One Sunday morning, while River and Maria were at church, Diana and I took a hike in a nature preserve a short drive from the house. It was a heart-piercingly beautiful day; a week of almost constant rain had made the landscape lush and verdant. Since spring had arrived, she and I took every opportunity to go for walks; she claimed she had five pounds of winter weight to walk off, though I couldn’t see it. Ordinarily our talk was light and rambling. Today, though, was different. For most of the walk, she said little. My overtures at conversation led nowhere. Then, just as I’d given up, she stopped like a balky horse. “Aren’t you going to tell me what’s going on between you and River?” she asked.

So she had noticed. “Going on?”

“The two of you have been acting so strange these past few weeks. He’s always staring at you like he’s waiting for you to sprout wings and fly away, or something. And you seem so jumpy around him. Did he do something to hurt your feelings?”

“No, no, nothing like that, Diana.”

She exhaled loudly. “Well, thank God.” Then she looked at me more closely. “Is it something else, then? Do you two have some kind of secret? Maria has this theory that — well, I’ve been telling her she’s crazy, but maybe she isn’t after all.”

“What kind of theory?” I trained my gaze off into the distance.

“That he’s got some kind of crush on you. That he’s thinking about putting the moves on you.”

I forced a laugh. “Putting the moves on me?” If Diana thought the idea was crazy, maybe it really was.

“I know! Imagine River putting the moves on anyone! So that’s
not it? I mean, I didn’t think it was, but Maria had me convinced you’d practically be our sister-in-law soon, and both of us kind of liked the idea.”

“We’re sisters already,” I told her. “No need for the in-law part.”

“But then what
is
going on between the two of you? Because I know it’s something.”

River hadn’t sworn me to secrecy, though I suspected he wouldn’t want me saying too much to his sisters about his invitation. Still, the idea of confiding in Diana, getting her opinion, was too attractive to resist. “Promise you won’t tell him I told you.”

“Hurry up and spill it already; the suspense is murder.”

So I told her about River’s plans for me, and how he was waiting for my answer. Diana’s eyes got bigger and bigger.

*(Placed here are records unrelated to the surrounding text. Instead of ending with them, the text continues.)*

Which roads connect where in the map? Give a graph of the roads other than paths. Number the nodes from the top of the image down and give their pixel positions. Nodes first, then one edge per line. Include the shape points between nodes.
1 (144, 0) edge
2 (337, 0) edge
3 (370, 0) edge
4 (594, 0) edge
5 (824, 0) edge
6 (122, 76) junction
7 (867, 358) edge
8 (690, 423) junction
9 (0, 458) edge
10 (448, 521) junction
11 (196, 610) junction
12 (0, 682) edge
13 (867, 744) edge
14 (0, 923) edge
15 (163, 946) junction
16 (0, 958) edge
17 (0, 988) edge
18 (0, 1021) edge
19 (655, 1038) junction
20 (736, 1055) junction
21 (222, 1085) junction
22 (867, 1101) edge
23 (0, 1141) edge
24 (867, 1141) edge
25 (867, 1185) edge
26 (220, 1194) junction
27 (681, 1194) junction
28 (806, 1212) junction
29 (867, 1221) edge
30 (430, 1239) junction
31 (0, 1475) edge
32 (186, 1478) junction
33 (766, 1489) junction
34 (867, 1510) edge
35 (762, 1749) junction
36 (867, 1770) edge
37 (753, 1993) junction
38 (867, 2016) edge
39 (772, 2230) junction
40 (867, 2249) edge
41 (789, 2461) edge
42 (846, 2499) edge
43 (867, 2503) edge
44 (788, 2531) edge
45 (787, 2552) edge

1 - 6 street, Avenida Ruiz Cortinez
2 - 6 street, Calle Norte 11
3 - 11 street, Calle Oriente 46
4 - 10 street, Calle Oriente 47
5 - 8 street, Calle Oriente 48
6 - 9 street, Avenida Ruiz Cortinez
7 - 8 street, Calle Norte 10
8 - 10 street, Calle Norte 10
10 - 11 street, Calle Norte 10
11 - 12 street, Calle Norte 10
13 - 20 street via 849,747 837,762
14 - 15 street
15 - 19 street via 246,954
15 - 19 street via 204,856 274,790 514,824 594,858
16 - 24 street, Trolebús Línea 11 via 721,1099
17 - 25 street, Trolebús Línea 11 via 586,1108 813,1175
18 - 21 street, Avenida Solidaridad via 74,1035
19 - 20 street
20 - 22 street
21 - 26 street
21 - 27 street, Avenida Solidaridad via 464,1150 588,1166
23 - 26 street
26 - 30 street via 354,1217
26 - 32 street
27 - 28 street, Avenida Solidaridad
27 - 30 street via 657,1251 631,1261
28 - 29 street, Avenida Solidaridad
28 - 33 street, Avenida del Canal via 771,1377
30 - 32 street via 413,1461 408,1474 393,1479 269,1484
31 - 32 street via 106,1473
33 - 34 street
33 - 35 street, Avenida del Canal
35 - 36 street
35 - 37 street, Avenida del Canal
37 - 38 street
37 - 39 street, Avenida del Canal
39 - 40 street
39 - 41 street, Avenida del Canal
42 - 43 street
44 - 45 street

“Get out,” she said. “You’re not seriously considering this, are you?”

I admitted that I was.

“Jane! No! We can’t lose both River and you at the same time. Maria and I will fall apart all by ourselves. Plus, what about your plans to go back to school?”

I thought about confessing my recent confusion about River’s motives; if there was anyone I could confide in it was Diana. But something kept me silent on that front. “It’s not easy to say no to River.”

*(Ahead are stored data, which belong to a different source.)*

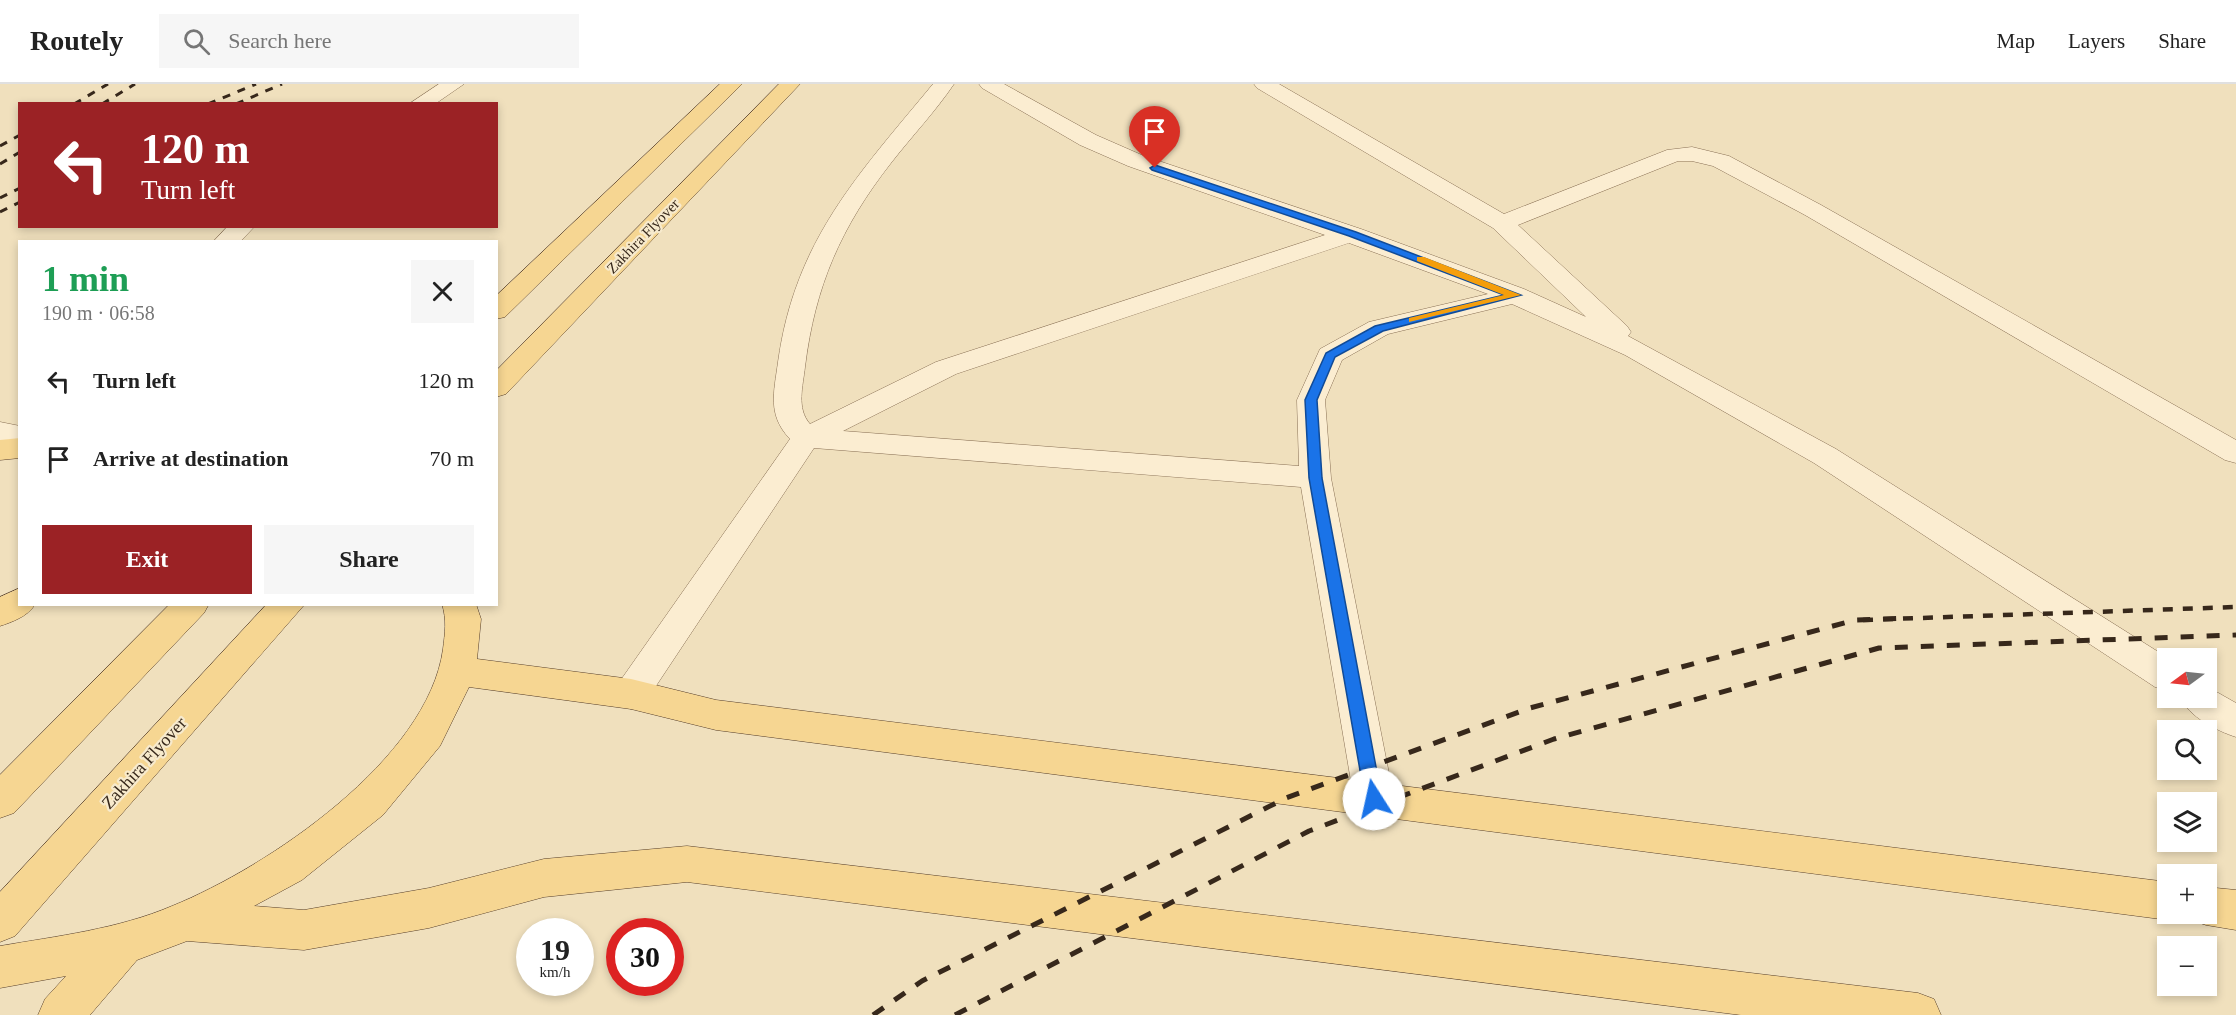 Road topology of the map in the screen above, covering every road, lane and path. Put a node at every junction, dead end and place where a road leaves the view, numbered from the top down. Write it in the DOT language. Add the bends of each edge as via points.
graph roads {
  1 [pos="454,84"];
  2 [pos="732,84"];
  3 [pos="790,84"];
  4 [pos="944,84"];
  5 [pos="989,84"];
  6 [pos="1264,84"];
  7 [pos="422,102"];
  8 [pos="1502,223"];
  9 [pos="241,228"];
  10 [pos="1352,234"];
  11 [pos="227,240"];
  12 [pos="1515,295"];
  13 [pos="501,304"];
  14 [pos="1635,349"];
  15 [pos="498,386"];
  16 [pos="0,432"];
  17 [pos="18,436"];
  18 [pos="806,438"];
  19 [pos="18,448"];
  20 [pos="0,450"];
  21 [pos="2236,453"];
  22 [pos="1316,478"];
  23 [pos="18,603"];
  24 [pos="190,606"];
  25 [pos="286,606"];
  26 [pos="460,606"];
  27 [pos="0,613"];
  28 [pos="2157,670"];
  29 [pos="458,671"];
  30 [pos="631,694"];
  31 [pos="2214,708"];
  32 [pos="2236,722"];
  33 [pos="1374,799"];
  34 [pos="0,801"];
  35 [pos="2157,900"];
  36 [pos="2217,907"];
  37 [pos="2236,910"];
  38 [pos="187,921"];
  39 [pos="0,922"];
  40 [pos="122,945"];
  41 [pos="0,967"];
  42 [pos="61,1015"];
  43 [pos="1918,1015"];
  1 -- 7 [label="street"];
  2 -- 13 [label="main road"];
  3 -- 15 [label="main road, Zakhira Flyover"];
  4 -- 18 [label="street" via="855,194 830,234 816,269 796,328 786,402 790,423"];
  5 -- 10 [label="street" via="1088,141 1136,161"];
  6 -- 8 [label="street"];
  8 -- 14 [label="street"];
  8 -- 21 [label="street" via="1675,155 1706,156 1813,210"];
  9 -- 11 [label="street"];
  10 -- 12 [label="street"];
  10 -- 18 [label="street" via="945,369"];
  12 -- 14 [label="street"];
  12 -- 22 [label="street" via="1379,328 1330,356 1311,400"];
  14 -- 28 [label="street" via="1825,456"];
  16 -- 17 [label="street"];
  18 -- 22 [label="street"];
  18 -- 30 [label="street"];
  19 -- 20 [label="main road"];
  22 -- 33 [label="street"];
  23 -- 27 [label="main road"];
  24 -- 34 [label="main road"];
  25 -- 39 [label="main road, Zakhira Flyover"];
  26 -- 29 [label="main road" via="464,620"];
  29 -- 30 [label="main road"];
  29 -- 38 [label="main road" via="427,735 369,803 287,867"];
  30 -- 33 [label="main road" via="716,715"];
  31 -- 32 [label="street"];
  33 -- 35 [label="main road"];
  36 -- 37 [label="main road"];
  38 -- 40 [label="main road"];
  38 -- 43 [label="main road" via="304,930 429,908 544,878 687,864"];
  40 -- 41 [label="main road"];
  40 -- 42 [label="main road"];
}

“Oh, believe me, you don’t have to tell me that. River’s vision of saving the world is so grand and romantic. I can see the appeal. But you don’t really want to go with him, do you? He’s probably convinced you that it’s your duty to mankind and all that, but in your heart you don’t really want to…”

“I’m not sure. My life doesn’t have a whole lot of meaning right now.”

“Meaning?” she said. “You’ve got Maria and me. You’ve got a good job doing important work. You’ve got plans. I know you’ll figure out a way to get back to school. How much meaning do you need?”

For a moment I almost confessed the truth about the enormous hole at the center of my life and how I’d been hoping River might distract me from my loneliness. “Something’s missing,” I said instead. “And I never expect to get it back.”